Hate to end on a bad note, but I have to get this out my system.  My ballpark visit was partially tainted by some tag-team street corner messiahs squawking on a bullhorn and waving signs outside the stadium, all the while quoting scripture and telling people they are going to hell if they aren’t "born again".  I don’t mean to offend youse believers out there, but it really grinds my gears when these impudent self-appointed jackasses force-feed their unsolicited religious dogma upon innocent baseball fans.  I’d fully expect this kind of crap outside of a heavy metal concert or Gay Pride festival or something, but not at a freakin’ ballgame!  And, yes, I tried to ignore them, but this bullhorn blowhard was so bloody loud, even my iPod cranked up at full blast couldn’t drown him out—you could clearly hear every word he said from a block away!  People on their cellphones couldn’t even carry on their conversations amongst all the cacophony, and I could still even hear this Neolitihic dipshit clear as day once I got into the stadium itself (from the upper deck, no less).  It’s unfortunate that some fools choose to spoil everyone else’s good time, and unfortunately, the Cardinals couldn’t do a thing about this public nuisance because these goomers weren’t on the stadium property itself.

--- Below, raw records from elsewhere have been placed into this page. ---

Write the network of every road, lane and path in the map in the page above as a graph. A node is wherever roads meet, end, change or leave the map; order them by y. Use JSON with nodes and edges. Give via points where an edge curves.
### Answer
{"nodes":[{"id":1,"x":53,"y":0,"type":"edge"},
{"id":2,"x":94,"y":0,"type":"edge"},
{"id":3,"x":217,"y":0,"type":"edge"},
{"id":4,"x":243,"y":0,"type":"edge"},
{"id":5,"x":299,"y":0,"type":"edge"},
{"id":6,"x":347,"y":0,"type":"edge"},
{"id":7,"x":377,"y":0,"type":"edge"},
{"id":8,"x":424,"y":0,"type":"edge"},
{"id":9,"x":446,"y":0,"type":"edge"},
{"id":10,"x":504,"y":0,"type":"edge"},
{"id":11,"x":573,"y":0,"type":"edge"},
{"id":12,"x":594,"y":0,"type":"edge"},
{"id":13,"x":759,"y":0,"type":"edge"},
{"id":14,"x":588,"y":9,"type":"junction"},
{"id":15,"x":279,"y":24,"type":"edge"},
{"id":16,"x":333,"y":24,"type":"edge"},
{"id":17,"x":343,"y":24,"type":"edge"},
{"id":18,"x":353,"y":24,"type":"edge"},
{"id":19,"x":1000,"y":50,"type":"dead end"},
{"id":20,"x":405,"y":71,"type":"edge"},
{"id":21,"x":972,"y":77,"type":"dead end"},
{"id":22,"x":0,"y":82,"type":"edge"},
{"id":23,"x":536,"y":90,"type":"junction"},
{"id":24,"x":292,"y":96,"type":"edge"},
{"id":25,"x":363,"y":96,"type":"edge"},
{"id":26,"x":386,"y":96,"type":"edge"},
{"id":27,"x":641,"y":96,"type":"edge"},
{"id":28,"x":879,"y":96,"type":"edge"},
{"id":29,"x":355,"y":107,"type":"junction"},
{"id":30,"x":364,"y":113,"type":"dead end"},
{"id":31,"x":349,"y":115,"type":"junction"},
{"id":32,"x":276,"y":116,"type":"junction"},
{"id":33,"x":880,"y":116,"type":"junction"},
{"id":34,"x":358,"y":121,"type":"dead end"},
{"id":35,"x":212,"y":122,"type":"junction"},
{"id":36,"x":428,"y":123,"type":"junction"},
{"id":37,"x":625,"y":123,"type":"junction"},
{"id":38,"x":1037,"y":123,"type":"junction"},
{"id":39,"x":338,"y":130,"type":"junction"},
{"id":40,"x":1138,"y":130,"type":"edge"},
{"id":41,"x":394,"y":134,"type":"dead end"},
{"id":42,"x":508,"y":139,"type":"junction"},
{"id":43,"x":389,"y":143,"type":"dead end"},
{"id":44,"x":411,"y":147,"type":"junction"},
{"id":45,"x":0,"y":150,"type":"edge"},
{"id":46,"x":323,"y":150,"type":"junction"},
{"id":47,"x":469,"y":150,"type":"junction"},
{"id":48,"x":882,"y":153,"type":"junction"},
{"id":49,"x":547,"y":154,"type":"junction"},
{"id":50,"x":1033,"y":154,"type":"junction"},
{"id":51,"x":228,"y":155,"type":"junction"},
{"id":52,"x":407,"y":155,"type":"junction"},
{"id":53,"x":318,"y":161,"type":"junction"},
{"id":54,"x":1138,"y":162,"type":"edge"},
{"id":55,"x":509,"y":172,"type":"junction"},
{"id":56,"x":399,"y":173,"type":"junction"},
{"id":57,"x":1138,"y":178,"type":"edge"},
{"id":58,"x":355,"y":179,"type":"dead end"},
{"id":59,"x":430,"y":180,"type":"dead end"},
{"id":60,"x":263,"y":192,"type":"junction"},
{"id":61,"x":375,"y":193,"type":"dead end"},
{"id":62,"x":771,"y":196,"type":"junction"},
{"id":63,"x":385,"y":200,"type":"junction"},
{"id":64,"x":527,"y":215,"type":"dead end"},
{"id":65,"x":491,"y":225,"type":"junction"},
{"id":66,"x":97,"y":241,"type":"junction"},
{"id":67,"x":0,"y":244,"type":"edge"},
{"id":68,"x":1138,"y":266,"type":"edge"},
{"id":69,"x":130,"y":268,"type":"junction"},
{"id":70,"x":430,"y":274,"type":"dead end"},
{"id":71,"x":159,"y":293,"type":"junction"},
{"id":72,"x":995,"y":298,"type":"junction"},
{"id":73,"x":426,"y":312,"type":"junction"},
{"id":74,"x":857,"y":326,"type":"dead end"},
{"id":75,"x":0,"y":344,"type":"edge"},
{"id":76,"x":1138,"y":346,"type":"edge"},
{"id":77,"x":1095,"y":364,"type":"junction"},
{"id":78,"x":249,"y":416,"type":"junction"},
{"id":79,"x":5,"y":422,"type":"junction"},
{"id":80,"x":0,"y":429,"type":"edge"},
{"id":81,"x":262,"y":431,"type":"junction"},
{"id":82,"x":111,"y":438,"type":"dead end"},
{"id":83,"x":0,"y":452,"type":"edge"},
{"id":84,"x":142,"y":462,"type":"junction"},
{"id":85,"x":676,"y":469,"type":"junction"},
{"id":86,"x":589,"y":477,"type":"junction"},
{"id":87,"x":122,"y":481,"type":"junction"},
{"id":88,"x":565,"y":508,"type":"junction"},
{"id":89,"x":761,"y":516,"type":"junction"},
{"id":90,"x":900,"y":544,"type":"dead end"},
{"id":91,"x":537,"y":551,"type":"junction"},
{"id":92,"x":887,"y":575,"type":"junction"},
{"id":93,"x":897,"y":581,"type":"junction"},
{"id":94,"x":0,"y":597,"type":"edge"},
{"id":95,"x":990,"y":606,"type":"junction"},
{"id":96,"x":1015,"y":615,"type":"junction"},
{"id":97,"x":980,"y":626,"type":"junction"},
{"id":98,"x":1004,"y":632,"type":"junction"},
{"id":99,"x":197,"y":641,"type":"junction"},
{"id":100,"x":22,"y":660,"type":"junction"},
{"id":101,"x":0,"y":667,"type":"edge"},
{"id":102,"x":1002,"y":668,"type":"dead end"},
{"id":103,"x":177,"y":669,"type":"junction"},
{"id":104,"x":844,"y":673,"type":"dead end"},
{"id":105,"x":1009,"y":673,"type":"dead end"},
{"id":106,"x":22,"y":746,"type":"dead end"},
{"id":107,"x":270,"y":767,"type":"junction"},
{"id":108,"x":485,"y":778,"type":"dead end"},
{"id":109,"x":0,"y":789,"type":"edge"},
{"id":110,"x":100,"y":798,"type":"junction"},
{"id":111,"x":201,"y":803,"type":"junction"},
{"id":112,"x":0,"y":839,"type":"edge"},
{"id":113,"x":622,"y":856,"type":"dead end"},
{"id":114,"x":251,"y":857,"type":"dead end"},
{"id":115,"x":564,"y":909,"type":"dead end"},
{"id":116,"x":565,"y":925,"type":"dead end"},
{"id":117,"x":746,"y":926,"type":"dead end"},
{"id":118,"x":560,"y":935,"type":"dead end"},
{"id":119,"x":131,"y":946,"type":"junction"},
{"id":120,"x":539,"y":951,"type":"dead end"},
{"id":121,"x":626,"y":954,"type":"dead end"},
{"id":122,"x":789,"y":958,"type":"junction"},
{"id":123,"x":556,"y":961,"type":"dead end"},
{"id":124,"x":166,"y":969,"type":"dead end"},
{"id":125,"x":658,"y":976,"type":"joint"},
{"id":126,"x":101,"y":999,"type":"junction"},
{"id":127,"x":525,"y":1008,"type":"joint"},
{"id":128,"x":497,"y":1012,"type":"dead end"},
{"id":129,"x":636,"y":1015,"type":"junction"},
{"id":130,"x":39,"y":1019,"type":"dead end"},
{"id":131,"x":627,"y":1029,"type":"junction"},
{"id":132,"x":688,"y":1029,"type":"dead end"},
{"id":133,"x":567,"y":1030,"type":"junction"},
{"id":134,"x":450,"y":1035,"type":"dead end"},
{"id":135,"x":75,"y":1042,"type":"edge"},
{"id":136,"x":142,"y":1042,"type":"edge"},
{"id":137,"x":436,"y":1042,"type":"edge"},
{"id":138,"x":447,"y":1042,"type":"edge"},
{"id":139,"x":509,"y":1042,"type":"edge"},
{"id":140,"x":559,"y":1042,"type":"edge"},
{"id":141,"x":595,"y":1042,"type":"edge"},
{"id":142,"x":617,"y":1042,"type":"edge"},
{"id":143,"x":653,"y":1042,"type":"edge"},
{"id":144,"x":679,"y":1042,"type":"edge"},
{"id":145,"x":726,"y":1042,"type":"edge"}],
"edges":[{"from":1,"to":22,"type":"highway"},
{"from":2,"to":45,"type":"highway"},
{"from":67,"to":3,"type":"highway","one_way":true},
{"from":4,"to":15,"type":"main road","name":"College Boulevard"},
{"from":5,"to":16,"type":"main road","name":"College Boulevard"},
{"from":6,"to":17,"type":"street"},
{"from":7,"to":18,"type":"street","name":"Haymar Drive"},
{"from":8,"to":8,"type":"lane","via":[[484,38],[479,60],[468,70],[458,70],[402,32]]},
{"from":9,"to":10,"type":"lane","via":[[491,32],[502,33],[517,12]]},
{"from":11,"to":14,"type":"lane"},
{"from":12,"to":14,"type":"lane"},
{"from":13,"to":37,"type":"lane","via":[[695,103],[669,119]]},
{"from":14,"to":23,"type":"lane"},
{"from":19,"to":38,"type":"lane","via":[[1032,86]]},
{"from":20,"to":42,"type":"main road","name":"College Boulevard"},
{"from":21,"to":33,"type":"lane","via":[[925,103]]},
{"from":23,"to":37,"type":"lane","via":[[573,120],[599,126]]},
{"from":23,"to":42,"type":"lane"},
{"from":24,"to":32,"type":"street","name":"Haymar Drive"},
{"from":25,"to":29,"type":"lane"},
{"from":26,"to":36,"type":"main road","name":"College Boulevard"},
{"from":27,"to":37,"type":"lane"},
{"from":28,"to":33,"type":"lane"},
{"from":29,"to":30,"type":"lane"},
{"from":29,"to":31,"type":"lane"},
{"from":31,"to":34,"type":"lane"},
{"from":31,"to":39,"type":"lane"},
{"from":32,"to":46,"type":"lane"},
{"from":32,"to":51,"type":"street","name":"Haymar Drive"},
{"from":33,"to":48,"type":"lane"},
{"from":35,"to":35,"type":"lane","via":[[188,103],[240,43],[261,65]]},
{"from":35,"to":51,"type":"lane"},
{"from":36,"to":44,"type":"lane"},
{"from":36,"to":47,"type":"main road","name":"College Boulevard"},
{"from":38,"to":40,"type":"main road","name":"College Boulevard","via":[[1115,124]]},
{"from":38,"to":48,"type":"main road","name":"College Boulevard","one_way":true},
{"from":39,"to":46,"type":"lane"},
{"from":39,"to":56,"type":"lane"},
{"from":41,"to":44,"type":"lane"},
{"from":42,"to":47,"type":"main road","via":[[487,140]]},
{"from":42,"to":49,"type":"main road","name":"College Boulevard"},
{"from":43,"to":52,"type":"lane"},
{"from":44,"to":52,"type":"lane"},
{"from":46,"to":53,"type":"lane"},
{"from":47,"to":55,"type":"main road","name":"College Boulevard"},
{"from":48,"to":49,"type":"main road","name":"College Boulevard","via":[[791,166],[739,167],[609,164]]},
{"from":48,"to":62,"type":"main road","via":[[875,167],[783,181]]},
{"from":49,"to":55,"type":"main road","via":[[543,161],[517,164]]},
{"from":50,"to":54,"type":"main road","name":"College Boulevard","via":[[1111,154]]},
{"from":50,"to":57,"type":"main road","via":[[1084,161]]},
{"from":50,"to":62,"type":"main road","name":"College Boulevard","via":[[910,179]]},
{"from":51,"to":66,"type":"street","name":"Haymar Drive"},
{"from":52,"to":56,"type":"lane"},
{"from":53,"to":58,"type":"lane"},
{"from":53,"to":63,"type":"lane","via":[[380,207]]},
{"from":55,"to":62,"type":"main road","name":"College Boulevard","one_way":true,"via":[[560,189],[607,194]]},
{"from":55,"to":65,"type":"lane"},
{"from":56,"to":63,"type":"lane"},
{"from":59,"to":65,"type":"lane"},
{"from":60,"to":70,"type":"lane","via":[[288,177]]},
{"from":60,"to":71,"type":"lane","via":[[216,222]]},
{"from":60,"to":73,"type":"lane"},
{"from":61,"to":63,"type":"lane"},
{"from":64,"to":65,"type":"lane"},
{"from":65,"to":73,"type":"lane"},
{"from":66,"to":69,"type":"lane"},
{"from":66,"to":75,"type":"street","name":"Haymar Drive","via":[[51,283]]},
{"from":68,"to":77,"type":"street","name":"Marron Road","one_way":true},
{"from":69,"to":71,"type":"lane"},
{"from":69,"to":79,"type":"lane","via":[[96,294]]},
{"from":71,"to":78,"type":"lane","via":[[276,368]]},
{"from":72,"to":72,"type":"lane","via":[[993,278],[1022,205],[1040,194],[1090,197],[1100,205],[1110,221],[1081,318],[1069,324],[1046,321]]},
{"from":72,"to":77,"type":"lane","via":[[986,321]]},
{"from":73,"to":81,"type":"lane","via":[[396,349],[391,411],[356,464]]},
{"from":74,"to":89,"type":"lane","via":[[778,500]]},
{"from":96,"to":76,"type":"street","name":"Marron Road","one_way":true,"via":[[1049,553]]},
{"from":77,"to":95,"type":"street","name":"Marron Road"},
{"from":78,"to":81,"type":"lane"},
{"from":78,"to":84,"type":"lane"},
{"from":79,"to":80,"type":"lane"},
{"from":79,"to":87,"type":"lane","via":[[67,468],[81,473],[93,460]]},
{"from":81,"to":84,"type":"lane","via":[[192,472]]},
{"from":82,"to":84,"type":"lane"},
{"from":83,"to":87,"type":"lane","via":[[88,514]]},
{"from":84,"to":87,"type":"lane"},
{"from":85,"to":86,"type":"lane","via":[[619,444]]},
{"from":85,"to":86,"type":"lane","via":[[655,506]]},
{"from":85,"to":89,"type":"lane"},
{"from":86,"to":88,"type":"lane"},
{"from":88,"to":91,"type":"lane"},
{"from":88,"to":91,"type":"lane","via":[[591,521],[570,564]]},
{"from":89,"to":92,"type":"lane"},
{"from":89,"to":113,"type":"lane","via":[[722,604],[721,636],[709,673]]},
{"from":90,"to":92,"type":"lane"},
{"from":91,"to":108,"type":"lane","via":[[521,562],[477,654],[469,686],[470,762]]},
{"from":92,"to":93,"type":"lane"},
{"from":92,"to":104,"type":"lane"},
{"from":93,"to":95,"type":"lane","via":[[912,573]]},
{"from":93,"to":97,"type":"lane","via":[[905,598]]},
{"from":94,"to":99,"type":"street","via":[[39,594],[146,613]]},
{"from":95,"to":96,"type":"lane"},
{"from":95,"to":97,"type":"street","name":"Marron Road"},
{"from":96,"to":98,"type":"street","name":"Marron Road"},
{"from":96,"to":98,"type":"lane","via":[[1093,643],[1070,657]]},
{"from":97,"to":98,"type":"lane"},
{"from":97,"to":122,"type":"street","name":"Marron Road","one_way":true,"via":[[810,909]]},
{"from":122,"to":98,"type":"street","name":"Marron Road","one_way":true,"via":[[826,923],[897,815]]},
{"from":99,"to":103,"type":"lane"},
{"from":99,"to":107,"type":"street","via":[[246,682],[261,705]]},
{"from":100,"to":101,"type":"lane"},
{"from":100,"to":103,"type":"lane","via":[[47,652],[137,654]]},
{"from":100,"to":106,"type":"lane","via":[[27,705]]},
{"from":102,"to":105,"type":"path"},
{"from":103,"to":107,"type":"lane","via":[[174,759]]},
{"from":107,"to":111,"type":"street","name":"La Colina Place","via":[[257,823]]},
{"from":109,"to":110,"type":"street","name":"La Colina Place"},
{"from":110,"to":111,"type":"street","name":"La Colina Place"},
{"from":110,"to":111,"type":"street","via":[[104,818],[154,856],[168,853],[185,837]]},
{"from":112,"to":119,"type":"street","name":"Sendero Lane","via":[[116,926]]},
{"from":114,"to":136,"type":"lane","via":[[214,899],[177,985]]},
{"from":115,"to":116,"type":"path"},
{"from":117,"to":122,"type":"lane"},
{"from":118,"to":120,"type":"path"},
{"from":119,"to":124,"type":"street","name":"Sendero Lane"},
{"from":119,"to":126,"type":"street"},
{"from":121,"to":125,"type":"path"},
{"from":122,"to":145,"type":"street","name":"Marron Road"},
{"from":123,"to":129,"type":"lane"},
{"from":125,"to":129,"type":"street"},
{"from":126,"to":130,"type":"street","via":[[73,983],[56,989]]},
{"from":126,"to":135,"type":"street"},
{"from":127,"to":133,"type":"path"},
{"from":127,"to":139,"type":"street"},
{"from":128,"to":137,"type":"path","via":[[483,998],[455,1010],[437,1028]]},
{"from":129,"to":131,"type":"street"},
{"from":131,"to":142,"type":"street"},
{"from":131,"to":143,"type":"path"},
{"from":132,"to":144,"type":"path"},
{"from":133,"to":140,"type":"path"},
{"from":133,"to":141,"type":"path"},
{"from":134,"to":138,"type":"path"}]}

Ironically, as I viewed this farcical spectacle with my iPod in shuffle mode, almost right on cue the song "I’m Alive" by heavy metal band W.A.S.P. popped up, which is all about phony "men of God" and features the line "Damn you, holy man, alive."  Couldn’t have said it better myself.  Another line goes, "Tell me, what’s in it for you?", which is what I always wonder about these arrogant boobs—I mean, do they truly think they’re actually making a difference, anyway?  If so, they’re legends in their own minds.  Holy Rollers like this are a big reason why I’m a non-believer—if there really is a God, I find it impossible to believe that He would send small-time bozos like them to spread His word—come on, Mr. G, surely you can do better than that!  As for all this "born again" business, I subscribe to Dennis Miller’s take on it:  "Pardon me for getting it right the first time."  Organized religion is a very thorny issue with me, and I have no doubt my good friends who are church-goers look down on me because of my agnostic attitude, and in some ways, I also feel I've been kicked to the curb by them because of it.  I am what I am, and I make no apologies for it, and I just don’t get the whole God/Jesus thing, nor do I really want to.  At least give me credit for being honest and true to myself.

End of sermon.

Tuesday, August 4, 2009

Travelblog, St. Louis - Part II

Here’s a rundown of my non-baseball encounters and observations during my weekend trip, which I’ll categorize as The Good, The Bad and The Quirky…

It’s been nearly 40 years since I laid eyes on the Gateway Arch for the first time, and it’s still a thrill seeing it whenever I get back to town.  Coolest man-made thing on this planet, bar none.  "And that’s all I have to say about that…"—F. Gump

And this would be the old factory just across the street, which gives you a general idea of the wretchedness of the neighborhood the ballpark resided in.  The area was already in decline 43 years ago when the stadium closed and both sets (decks?) of Cards fled to downtown, and sadly, the ‘hood has yet to recover—it now makes the 22nd & Brooklyn area here in K.C. where old Municipal Stadium once stood seem like Beverly Hills by comparison.  By all indications, Sportsman’s was a neat old ballpark, and if Doc Brown ever gets that damn flux capacitor thing working, I plan to time-travel to attend a game there, drink Budweiser till I bust and listen to Harry Caray and Jack Buck call the Cards’ game on the radio.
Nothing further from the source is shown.